And finally, what is the greatest movie you have ever seen at a film festival?

Cannes was the first film festival I ever attended last year with my film. I have never had a lot of money to do stuff like film festivals, quite frankly. Since touring with my film, my favorite film seen at a festival was A BOY AND HIS DOG which I got to see projected at Torino Film Festival in Italy. It's a fabulously low-budget Harlan Ellison adaptation from 1975 and involves a talking dog and Don Johnson getting jacked off by a semen-machine in a dystopian future and I don't know how I never saw it before Italy but I'm now so happy I did. Thanks Torino!

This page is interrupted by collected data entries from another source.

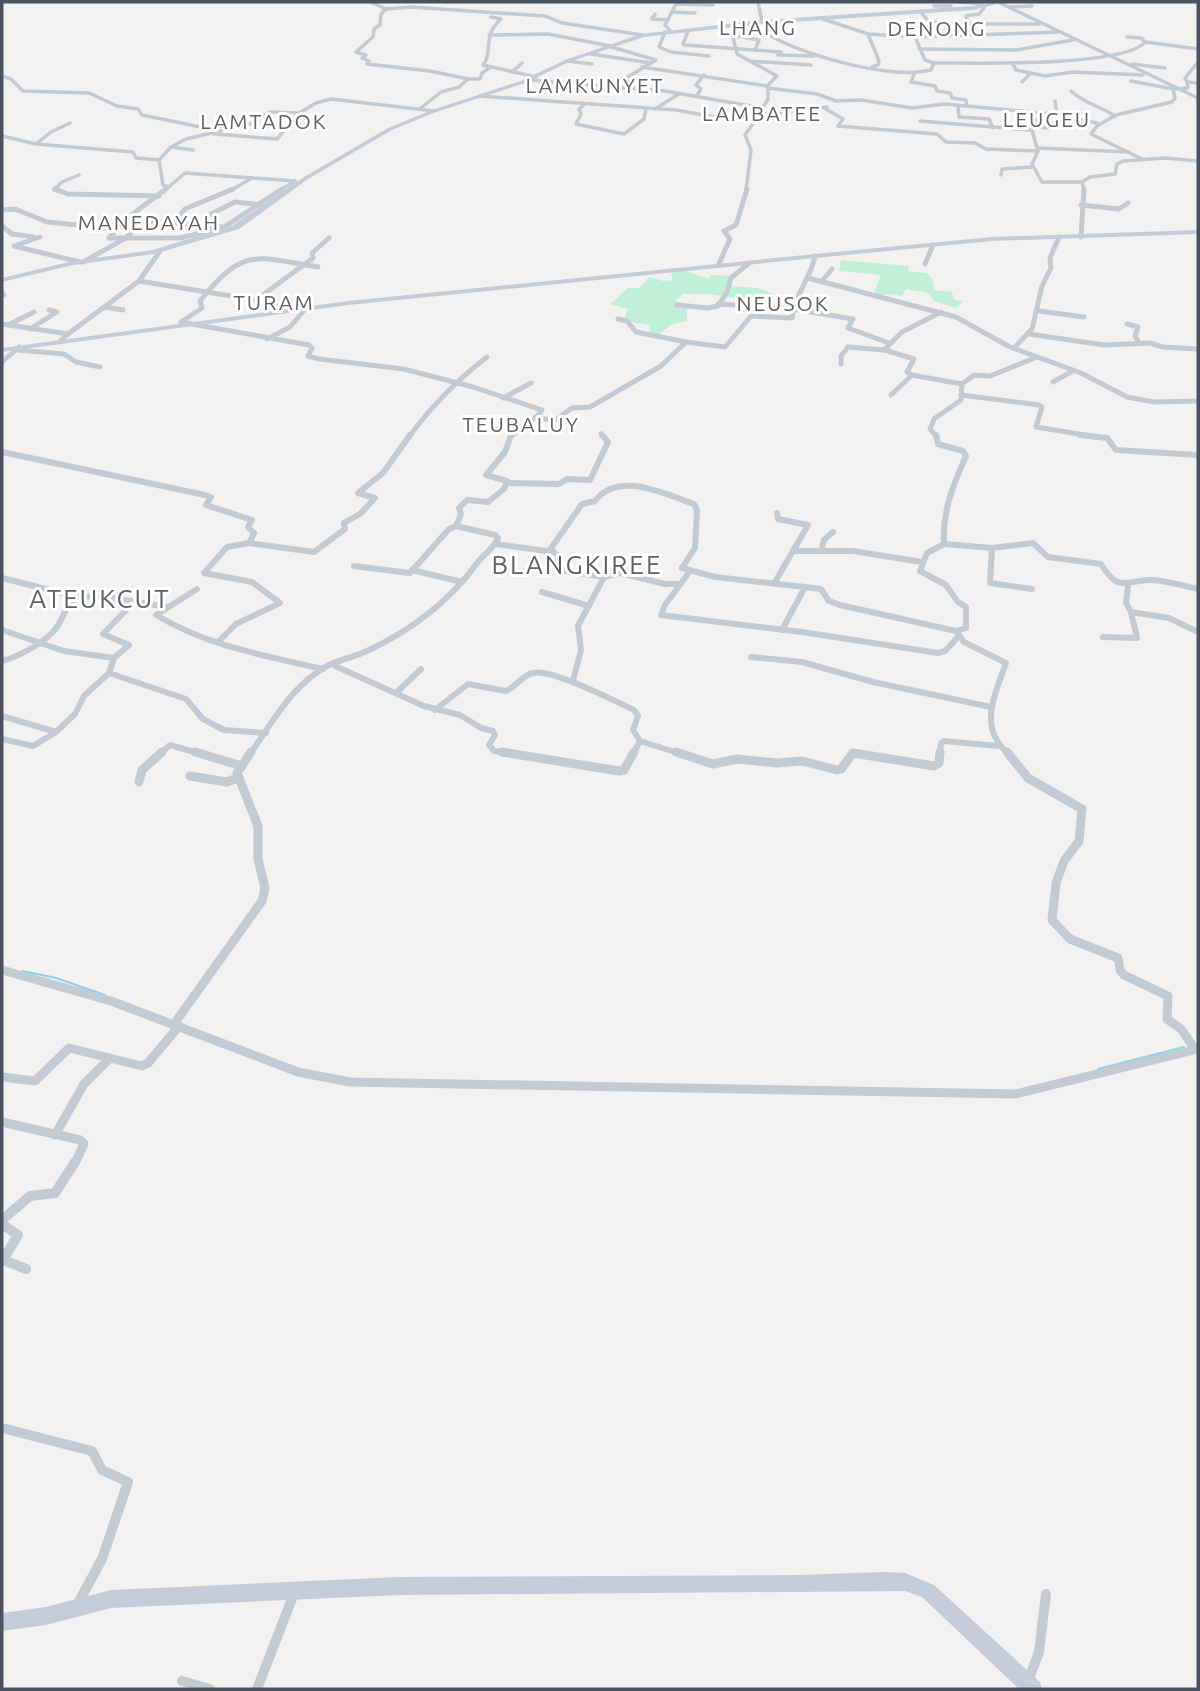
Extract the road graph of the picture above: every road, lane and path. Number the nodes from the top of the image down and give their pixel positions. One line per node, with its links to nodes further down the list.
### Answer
1 (370, 2): 11 (street)
2 (709, 2): 6 (street)
3 (758, 2): 19 (street)
4 (961, 2): 10 (street)
5 (1001, 4): 9 (street); 10 (street); 22 (street)
6 (675, 6): 12 (street); 15 (street); 18 (street)
7 (933, 6): 8 (street)
8 (952, 6): 10 (street); 13 (street)
9 (1032, 6)
10 (983, 7): 21 (street)
11 (386, 9): 14 (street); 69 (street)
12 (706, 9)
13 (920, 11): 17 (street); 20 (street)
14 (462, 13): 29 (street); 30 (street)
15 (695, 13)
16 (655, 14): 18 (street)
17 (823, 19): 19 (street); 28 (street)
18 (668, 20): 24 (street)
19 (760, 22): 23 (street); 34 (street)
20 (937, 22)
21 (969, 24): 22 (street); 26 (street)
22 (1042, 24): 27 (street)
23 (736, 25): 25 (street); 31 (street)
24 (668, 30): 25 (street); 30 (street); 47 (street)
25 (688, 31): 42 (street)
26 (956, 32): 27 (street); 32 (street)
27 (1058, 32): 36 (street)
28 (868, 34): 32 (street); 60 (street)
29 (489, 35): 38 (street); 58 (street)
30 (643, 35): 38 (street)
31 (732, 35): 35 (street); 42 (street)
32 (915, 37): 39 (street)
33 (1127, 37): 37 (street)
34 (774, 39): 35 (street); 46 (street)
35 (759, 40): 40 (street)
36 (1074, 40): 39 (street); 45 (street)
37 (1145, 42): 41 (street); 45 (street)
38 (609, 46): 44 (street); 52 (street)
39 (919, 49): 53 (street)
40 (755, 50): 42 (street); 43 (street)
41 (1198, 50)
42 (735, 52): 46 (street); 49 (street)
43 (781, 52)
44 (591, 54): 48 (street); 52 (street)
45 (1105, 54): 55 (street); 56 (street)
46 (820, 56): 60 (street)
47 (709, 57)
48 (567, 61): 54 (street); 68 (street)
49 (746, 61): 57 (street); 76 (street)
50 (1198, 62): 72 (street)
51 (522, 63): 62 (street)
52 (651, 63): 59 (street)
53 (934, 63): 55 (street); 63 (street)
54 (592, 64)
55 (1013, 64): 64 (street)
56 (1126, 64): 61 (street); 66 (street)
57 (811, 65)
58 (491, 67): 62 (street); 69 (street)
59 (642, 67): 65 (street); 75 (street)
60 (872, 67): 63 (street)
61 (1165, 68)
62 (512, 72): 68 (street)
63 (914, 74): 92 (street)
64 (1030, 74): 66 (street); 71 (street)
65 (704, 75): 76 (street); 81 (street)
66 (1150, 75): 78 (street)
67 (2, 76): 114 (street)
68 (533, 78): 74 (street); 82 (street)
69 (468, 79): 94 (street)
70 (1131, 81): 77 (street)
71 (1022, 82)
72 (1187, 82): 73 (street); 78 (street)
73 (1198, 83)
74 (566, 85): 75 (street); 85 (street)
75 (596, 87): 80 (street)
76 (768, 87): 86 (street); 102 (street)
77 (1173, 89): 78 (street); 105 (street)
78 (1179, 89): 84 (street)
79 (1071, 91): 105 (street)
80 (679, 93): 81 (street); 99 (street)
81 (697, 95): 83 (street)
82 (480, 96): 85 (street); 101 (street)
83 (712, 98): 88 (street); 93 (street)
84 (1198, 98)
85 (549, 101): 90 (street); 97 (street)
86 (841, 102): 95 (street); 96 (street)
87 (1055, 102): 104 (street)
88 (705, 103)
89 (288, 104): 100 (street)
90 (584, 105): 97 (street); 98 (street)
91 (958, 105): 92 (street); 96 (street); 111 (street)
92 (967, 106): 104 (street)
93 (749, 107): 102 (street); 106 (street)
94 (421, 108): 101 (street); 103 (street)
95 (824, 108): 102 (street); 116 (street)
96 (914, 108): 108 (street)
97 (579, 109): 98 (street)
98 (646, 109): 99 (street)
99 (655, 109): 106 (street)
100 (276, 111): 103 (street); 114 (street)
101 (434, 111): 130 (street)
102 (763, 111): 107 (street)
103 (299, 113): 115 (street)
104 (1052, 114): 110 (street); 113 (street)
105 (1115, 116): 110 (street)
106 (742, 119): 107 (street)
107 (755, 121): 157 (street)
108 (920, 121): 111 (street); 116 (street)
109 (70, 123): 118 (street)
110 (1097, 123): 122 (street)
111 (993, 128): 113 (street)
112 (1055, 128): 113 (street)
113 (1031, 129): 121 (street)
114 (218, 131): 115 (street)
115 (211, 132): 119 (street)
116 (921, 133): 121 (street)
117 (2, 136): 118 (street)
118 (36, 144): 124 (street)
119 (171, 147): 120 (street); 124 (street)
120 (193, 150)
121 (1038, 150): 122 (street); 126 (street)
122 (1132, 152): 123 (street)
123 (1142, 159): 125 (street); 131 (street)
124 (159, 160): 132 (street)
125 (1198, 161)
126 (1033, 167): 128 (street); 131 (street)
127 (79, 175): 133 (street)
128 (1001, 176)
129 (252, 177): 130 (street); 132 (street); 140 (street)
130 (298, 181): 135 (street); 144 (street)
131 (1082, 182): 136 (street)
132 (169, 187): 133 (street)
133 (159, 196): 139 (street)
134 (1128, 203): 136 (street)
135 (262, 205): 138 (street); 144 (street)
136 (1082, 205): 146 (street)
137 (2, 210): 143 (street)
138 (211, 214)
139 (127, 219): 140 (street); 143 (street)
140 (173, 225): 144 (street)
141 (2, 226): 153 (street)
142 (136, 227): 147 (street)
143 (117, 229): 147 (street)
144 (226, 229): 147 (street); 151 (street)
145 (1198, 232): 146 (street)
146 (1081, 237): 149 (street)
147 (125, 238): 153 (street)
148 (329, 238): 156 (street)
149 (1057, 243): 150 (street); 176 (street)
150 (933, 245): 152 (street); 155 (street)
151 (160, 251): 153 (street); 162 (street)
152 (815, 256): 154 (street); 160 (street)
153 (82, 262): 161 (street)
154 (749, 263): 157 (street); 168 (street)
155 (925, 264)
156 (306, 266): 158 (street); 165 (street); 166 (street)
157 (718, 266): 171 (street)
158 (318, 267)
159 (832, 269): 163 (street)
160 (808, 278): 163 (street); 172 (street)
161 (2, 280)
162 (139, 281): 166 (street); 170 (street)
163 (822, 281): 178 (street)
164 (258, 286): 165 (street)
165 (271, 289): 167 (street)
166 (208, 292): 167 (street); 181 (street)
167 (256, 300): 175 (street)
168 (718, 304): 169 (street); 172 (street)
169 (677, 305)
170 (105, 307): 174 (street); 185 (street)
171 (306, 308): 175 (street); 187 (street)
172 (793, 309): 189 (street); 190 (street)
173 (49, 310): 184 (street)
174 (123, 310)
175 (292, 310): 181 (street)
176 (1039, 311): 179 (street); 186 (street)
177 (34, 312): 183 (street)
178 (941, 312): 190 (street); 193 (street)
179 (1084, 317)
180 (618, 318): 189 (street)
181 (191, 324): 187 (street); 188 (street)
182 (1127, 324): 191 (street)
183 (4, 325): 184 (street)
184 (30, 329): 185 (street)
185 (68, 334): 188 (street)
186 (1029, 334): 191 (street); 193 (street)
187 (270, 339): 204 (street)
188 (59, 342): 192 (street)
189 (686, 342): 212 (street)
190 (888, 342): 196 (street)
191 (1139, 343): 194 (street)
192 (18, 348): 195 (street); 199 (street); 201 (street)
193 (1014, 348): 198 (street)
194 (1198, 349)
195 (2, 350)
196 (885, 350): 200 (street); 203 (street)
197 (487, 357): 204 (street)
198 (1037, 357): 202 (street); 207 (street)
199 (2, 362)
200 (841, 364)
201 (100, 367)
202 (1073, 370): 205 (street); 211 (street)
203 (912, 375): 207 (street); 209 (street)
204 (454, 382): 210 (street); 220 (street)
205 (1053, 382)
206 (531, 383): 210 (street)
207 (961, 384): 208 (street)
208 (961, 395): 215 (street); 222 (street)
209 (891, 396)
210 (503, 398): 212 (street)
211 (1198, 401)
212 (536, 417): 216 (street)
213 (601, 435): 216 (street)
214 (2, 452): 220 (street)
215 (1198, 455)
216 (508, 483): 218 (street)
217 (777, 513): 225 (street)
218 (456, 526): 221 (street); 229 (street)
219 (833, 532): 226 (street)
220 (249, 543): 252 (street)
221 (496, 544): 224 (street); 233 (street)
222 (944, 544): 223 (street); 227 (street)
223 (992, 548): 236 (street); 239 (street)
224 (550, 551): 230 (street); 231 (street)
225 (793, 551): 226 (street); 234 (street)
226 (821, 551): 227 (street)
227 (922, 562): 250 (street)
228 (354, 566): 229 (street)
229 (412, 570): 233 (street)
230 (690, 571): 234 (street); 235 (street)
231 (604, 577): 235 (street); 244 (street)
232 (2, 578): 242 (street)
233 (462, 582): 257 (street)
234 (775, 582): 237 (street)
235 (679, 584): 247 (street)
236 (1128, 584): 240 (street); 246 (street)
237 (805, 587): 247 (street); 250 (street)
238 (197, 589): 245 (street)
239 (1032, 589)
240 (1198, 589)
241 (542, 592): 244 (street)
242 (78, 597): 243 (street); 253 (street)
243 (134, 602): 245 (street); 255 (street)
244 (589, 606): 261 (street)
245 (167, 607): 252 (street)
246 (1131, 612): 249 (street); 251 (street)
247 (782, 629): 250 (street)
248 (2, 630): 253 (street)
249 (1198, 632)
250 (957, 634): 263 (street)
251 (1103, 637)
252 (219, 641): 258 (street)
253 (37, 643): 255 (street); 256 (street)
254 (751, 657): 263 (street)
255 (114, 658): 260 (street)
256 (2, 661)
257 (335, 666): 258 (street); 262 (street)
258 (323, 669): 267 (street)
259 (421, 669): 262 (street)
260 (109, 673): 266 (street); 267 (street)
261 (573, 681): 264 (street); 269 (street)
262 (396, 693): 264 (street)
263 (991, 707): 270 (street)
264 (435, 710): 269 (street)
265 (2, 716): 266 (street)
266 (56, 732): 268 (street)
267 (266, 733): 271 (street)
268 (2, 739)
269 (640, 741): 270 (street)
270 (998, 746): 277 (street)
271 (242, 766): 273 (street); 274 (street)
272 (190, 776): 273 (street)
273 (237, 778): 276 (street)
274 (139, 782)
275 (2, 970): 276 (street)
276 (177, 1025): 277 (street); 278 (street)
277 (1197, 1049)
278 (108, 1060): 279 (street); 281 (street)
279 (2, 1077)
280 (2, 1122): 281 (street)
281 (55, 1135): 282 (street)
282 (2, 1222): 283 (street)
283 (26, 1269)
284 (2, 1428): 287 (street)
285 (295, 1591): 287 (street); 290 (street); 292 (street)
286 (1046, 1594): 290 (street)
287 (76, 1607): 288 (street)
288 (2, 1622)
289 (182, 1681): 291 (street)
290 (1030, 1686)
291 (206, 1689)
292 (257, 1689)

We hope you enjoyed this SxSW filmmaker interview as part of our coverage of SxSW 2017. To see the entire series click on the Live Report sidebar on your right. We will have interviews posted all throughout the festival so be sure to visit us often for more coverage!

This is one of the many films screening at the 2017 SXSW in Austin, Texas taking place March 10-18. For more information on this film screening times, point your browser to www.sxsw.com/film or use the SxSW GO App for Android and iOS.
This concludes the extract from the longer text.